Also, device numbers with respect to autofs filesystems are assigned at 
the point in time they are mounted. Thus, you should not rely on them 
being the same across instances of an autofs mount on a host.

Re: [usp.ruby] Regular files and metadata

From:
Eric Wong
Date:
2011-09-20 @ 04:01
Sam Duncan <sduncan@wetafx.co.nz> wrote:

<snip> only quote what you're replying to (and don't quote at all if
the reply is intended for the whole message[1])

> On 20/09/11 14:13, Eric Wong wrote:
> > device number (File::Stat#dev)
> > ------------------------------
> >
> > The device number is a unique integer identifier for the device an inode
> > belongs to.  Each file system partition is considered its own "device",
> > so a device number does not necessarily correspond to a physical device
> > (e.g. hard disk drive)
> >
> > This device number is unique within a running Unix system, no two
> > "devices" may have the same device number at the same point in time.

<snip>

> > The combination of device and inode number is required to uniquely
> > identify any inode (and thus file) in the system.
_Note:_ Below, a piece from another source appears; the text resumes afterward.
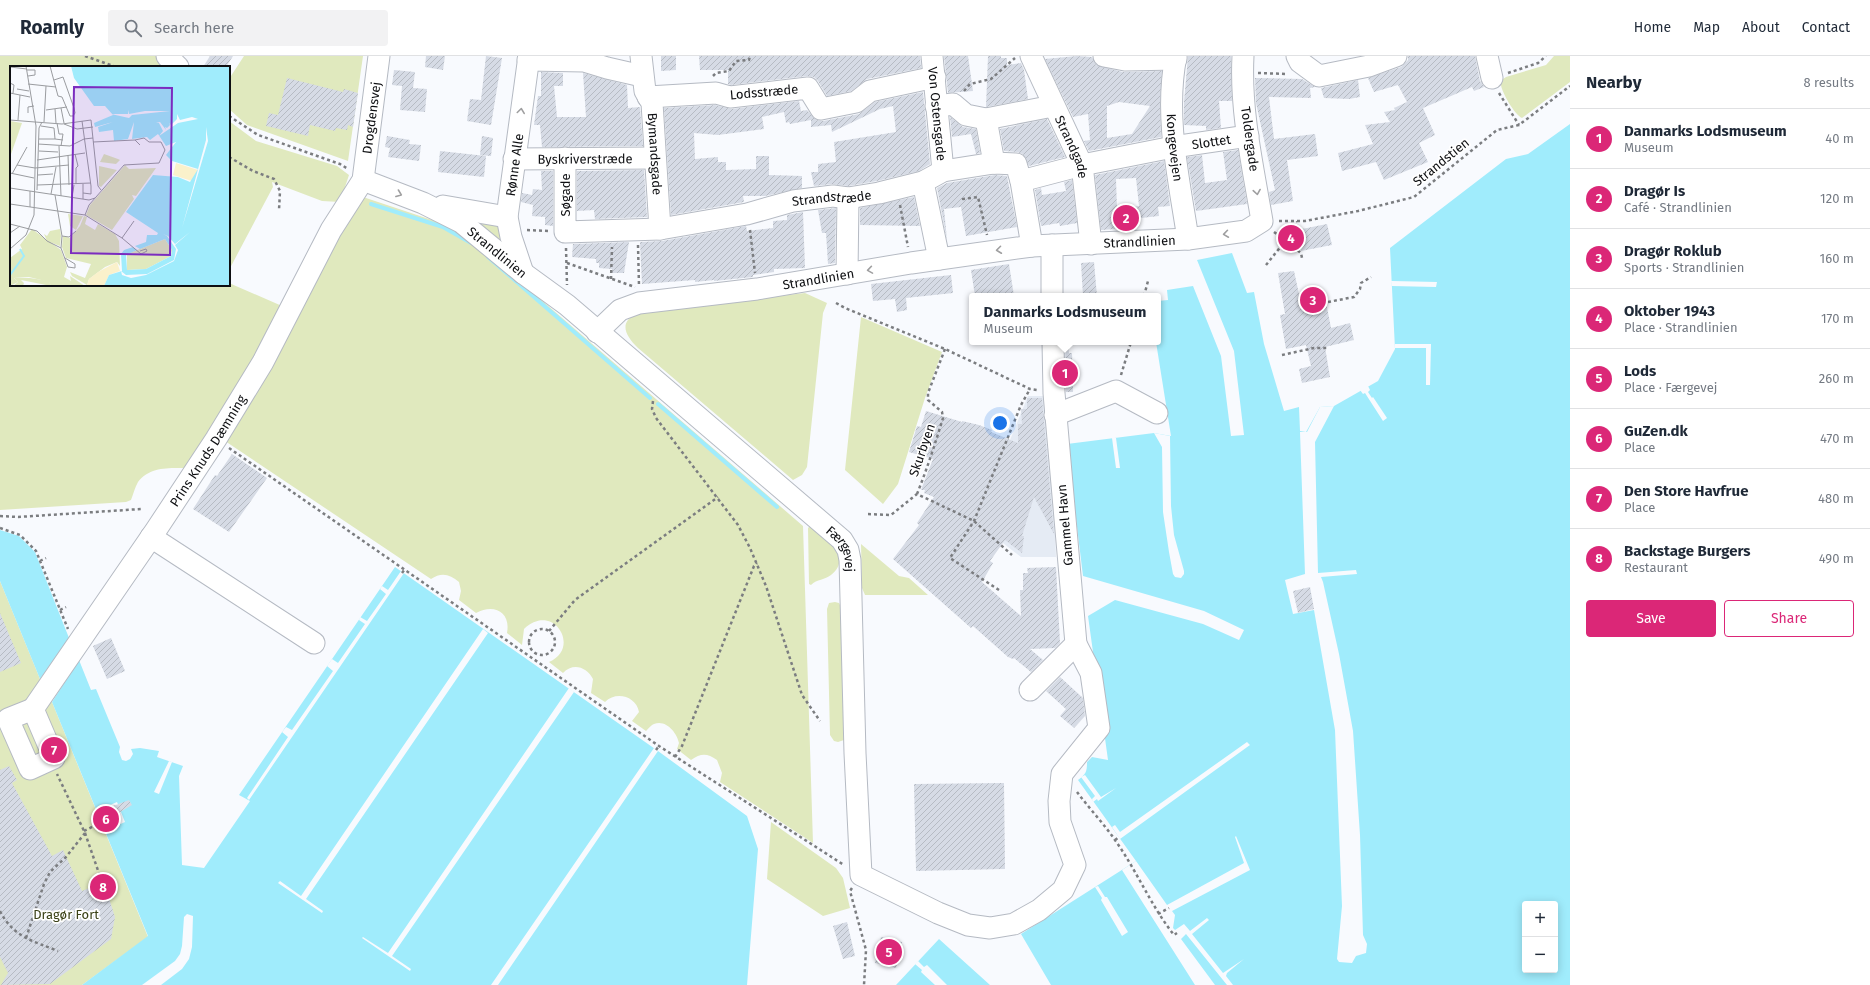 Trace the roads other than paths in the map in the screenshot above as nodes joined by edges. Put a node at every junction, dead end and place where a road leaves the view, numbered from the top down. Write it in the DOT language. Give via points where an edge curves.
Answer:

> Also, device numbers with respect to autofs filesystems are assigned at 
> the point in time they are mounted. Thus, you should not rely on them 
> being the same across instances of an autofs mount on a host.

Yeah, device numbers and inode numbers can only be 100% relied upon for
uniqueness if the file is still open and checked via (IO#stat /
fstat(2)).  I've never noticed it, but inode numbers can get recycled
just like PIDs (and free space) can.

Of course, there are non-Unix filesystems that are made to look like
Unix filesystems.  They still need to return inode numbers on stat(2)
and could just be any randomly assigned number that persists as long as
that inode/file is in use by a process.

And if you manage to mount the same (physical) filesystem twice
at different mount points, don't count on getting the same device
number at both mounts.




[1] - mailing lists aren't decentralized like Usenet, so there's
      no risk in somebody missing a message completely or having it
      delayed for hours, especially when the list address is the
      default Reply-to: (like this list and ruby-talk).
-- 
Eric Wong